Quelle est votre approche en matière d’éducation, et concernant les revendications des travailleurs en éducation?

J’ai été porte-parole en matière d’éducation pendant quatre ans pour le parti et conseillère scolaire. C’est donc une question qui me passionne et un autre domaine dans lequel je pense que les gouvernements n’ont vraiment pas investi correctement. Alors que nous nous dirigeons vers une autre ronde de négociation, le gouvernement commence à faire des menaces. Il ne s’assied pas pour négocier, il veut prendre un raccourci et imposer une solution. Cela nous a conduits à des fermetures et à des perturbations pour nos enfants.

Que ferais-je différemment? Simplement, je négocierais. Nous devons écouter et franchir les étapes pour arriver à une solution. De plus en plus, les conseils scolaires éprouvent de la difficulté à trouver du personnel. Nous savions depuis longtemps qu’il y avait une crise de l’éducation francophone dans cette province, mais maintenant nous voyons cette crise à tous les niveaux des emplois dans le secteur de l’éducation. Nous devons mettre de vraies ressources dans les écoles et régler certains des problèmes d’équité en matière d’éducation en soutenant les élèves qui ont des besoins spéciaux.

Marit Stiles, le jour de son élection officielle en tant que cheffe du NPD de l’Ontario. Source : Twitter NPD Ontario

Comment voyez-vous l’avenir du bilinguisme en Ontario et comment comptez-vous protéger la francophonie?

Il s’agit d’une population croissante dans notre province. Je suis très consciente de cela et nous avons des membres du caucus qui sont franco-ontariens, francophones, très conscients de la nécessité de protéger des droits linguistiques, le soutien dans les services en français dans notre province. Le gouvernement a fait de graves faux pas et j’ai entendu ces quatre dernières années une peur constante au sein de la communauté.

« Nous avons une grande responsabilité, celle de protéger les droits linguistiques des minorités » – Marit Stiles

En tant que province, en tant que gouvernement, nous avons une grande responsabilité, celle de protéger les droits linguistiques des minorités. Cela signifie comprendre qu’en investissant davantage nous devons franchir cette étape supplémentaire.

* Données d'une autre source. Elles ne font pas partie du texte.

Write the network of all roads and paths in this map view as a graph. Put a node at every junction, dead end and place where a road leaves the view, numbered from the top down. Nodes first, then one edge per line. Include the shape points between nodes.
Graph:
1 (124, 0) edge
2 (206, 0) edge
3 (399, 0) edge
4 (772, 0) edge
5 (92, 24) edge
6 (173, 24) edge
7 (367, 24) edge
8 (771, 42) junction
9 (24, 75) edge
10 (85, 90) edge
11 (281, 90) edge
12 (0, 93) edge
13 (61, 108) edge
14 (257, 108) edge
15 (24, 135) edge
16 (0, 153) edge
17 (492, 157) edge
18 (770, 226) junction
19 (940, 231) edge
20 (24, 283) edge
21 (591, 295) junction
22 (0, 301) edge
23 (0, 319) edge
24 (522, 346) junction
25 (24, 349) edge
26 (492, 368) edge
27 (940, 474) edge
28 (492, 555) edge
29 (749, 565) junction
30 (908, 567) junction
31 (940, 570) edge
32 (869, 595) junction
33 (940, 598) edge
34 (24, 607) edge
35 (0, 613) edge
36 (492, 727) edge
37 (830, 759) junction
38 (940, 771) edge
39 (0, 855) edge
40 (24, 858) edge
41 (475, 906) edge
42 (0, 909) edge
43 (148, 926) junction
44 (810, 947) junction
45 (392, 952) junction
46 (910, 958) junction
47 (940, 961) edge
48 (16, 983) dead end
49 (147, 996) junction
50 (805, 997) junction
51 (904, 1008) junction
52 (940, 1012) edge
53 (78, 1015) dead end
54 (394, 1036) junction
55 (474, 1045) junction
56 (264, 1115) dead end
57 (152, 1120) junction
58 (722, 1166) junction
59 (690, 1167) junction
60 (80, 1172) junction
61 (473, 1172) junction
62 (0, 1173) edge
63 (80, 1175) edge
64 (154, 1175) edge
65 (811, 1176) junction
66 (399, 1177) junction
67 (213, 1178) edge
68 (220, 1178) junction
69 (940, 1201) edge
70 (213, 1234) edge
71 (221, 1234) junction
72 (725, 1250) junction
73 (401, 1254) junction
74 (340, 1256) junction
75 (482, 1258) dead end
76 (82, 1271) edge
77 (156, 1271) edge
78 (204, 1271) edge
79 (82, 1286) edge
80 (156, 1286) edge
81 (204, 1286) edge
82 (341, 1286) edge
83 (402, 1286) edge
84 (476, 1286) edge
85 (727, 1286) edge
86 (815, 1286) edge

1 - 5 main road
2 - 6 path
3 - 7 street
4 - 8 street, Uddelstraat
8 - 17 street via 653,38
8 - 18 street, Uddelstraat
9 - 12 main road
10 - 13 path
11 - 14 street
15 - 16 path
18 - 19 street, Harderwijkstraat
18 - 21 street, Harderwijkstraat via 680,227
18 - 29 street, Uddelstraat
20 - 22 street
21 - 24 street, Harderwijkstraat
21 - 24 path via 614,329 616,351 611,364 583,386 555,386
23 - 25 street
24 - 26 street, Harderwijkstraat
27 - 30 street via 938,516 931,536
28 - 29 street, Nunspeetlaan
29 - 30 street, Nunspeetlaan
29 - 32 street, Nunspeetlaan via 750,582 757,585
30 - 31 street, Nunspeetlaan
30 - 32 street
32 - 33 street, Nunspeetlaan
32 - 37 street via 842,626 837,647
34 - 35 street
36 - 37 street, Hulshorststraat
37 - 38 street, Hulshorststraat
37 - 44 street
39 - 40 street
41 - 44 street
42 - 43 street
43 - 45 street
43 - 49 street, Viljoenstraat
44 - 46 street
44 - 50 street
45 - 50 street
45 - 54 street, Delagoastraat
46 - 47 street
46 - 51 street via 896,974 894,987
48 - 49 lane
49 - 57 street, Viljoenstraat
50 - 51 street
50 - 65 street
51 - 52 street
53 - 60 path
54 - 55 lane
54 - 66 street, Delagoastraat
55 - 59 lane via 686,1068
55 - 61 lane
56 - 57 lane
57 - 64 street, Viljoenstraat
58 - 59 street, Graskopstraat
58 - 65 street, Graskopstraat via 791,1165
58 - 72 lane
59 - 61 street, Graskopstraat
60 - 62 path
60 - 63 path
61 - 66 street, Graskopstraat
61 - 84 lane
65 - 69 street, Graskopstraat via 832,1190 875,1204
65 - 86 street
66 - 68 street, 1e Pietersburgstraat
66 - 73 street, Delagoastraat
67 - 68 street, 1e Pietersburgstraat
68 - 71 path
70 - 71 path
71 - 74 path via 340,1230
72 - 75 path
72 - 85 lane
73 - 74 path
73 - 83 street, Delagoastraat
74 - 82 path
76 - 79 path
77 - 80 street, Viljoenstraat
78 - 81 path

Il s’agit d’une communauté en croissance qui offre de nombreuses possibilités d’attirer plus de personnes dans notre province. Je suis vraiment contente que notre caucus ait des leaders francophones forts parce qu’ils nous rappellent chaque jour le besoin unique et important de cette communauté.

Réformer le système électoral est-il toujours une priorité?

Absolument! La démocratie et les réformes sont en tête de liste de mes priorités et l’une des raisons pour lesquelles j’ai décidé de me présenter en tant que cheffe de l’opposition officielle NPD, c’est parce que j’étais très inquiète par le faible taux de participation aux dernières élections, des chiffres historiquement bas.

Si les gens ne votent pas, c’est qu’ils ne pensent pas que leur vote compte, parce que le gouvernement leur dit que ce qui se passe est normal et que nous ne pouvons pas faire mieux. La réforme électorale est donc un élément important pour s’assurer que les voix et les valeurs réelles des gens se reflètent dans les résultats des élections.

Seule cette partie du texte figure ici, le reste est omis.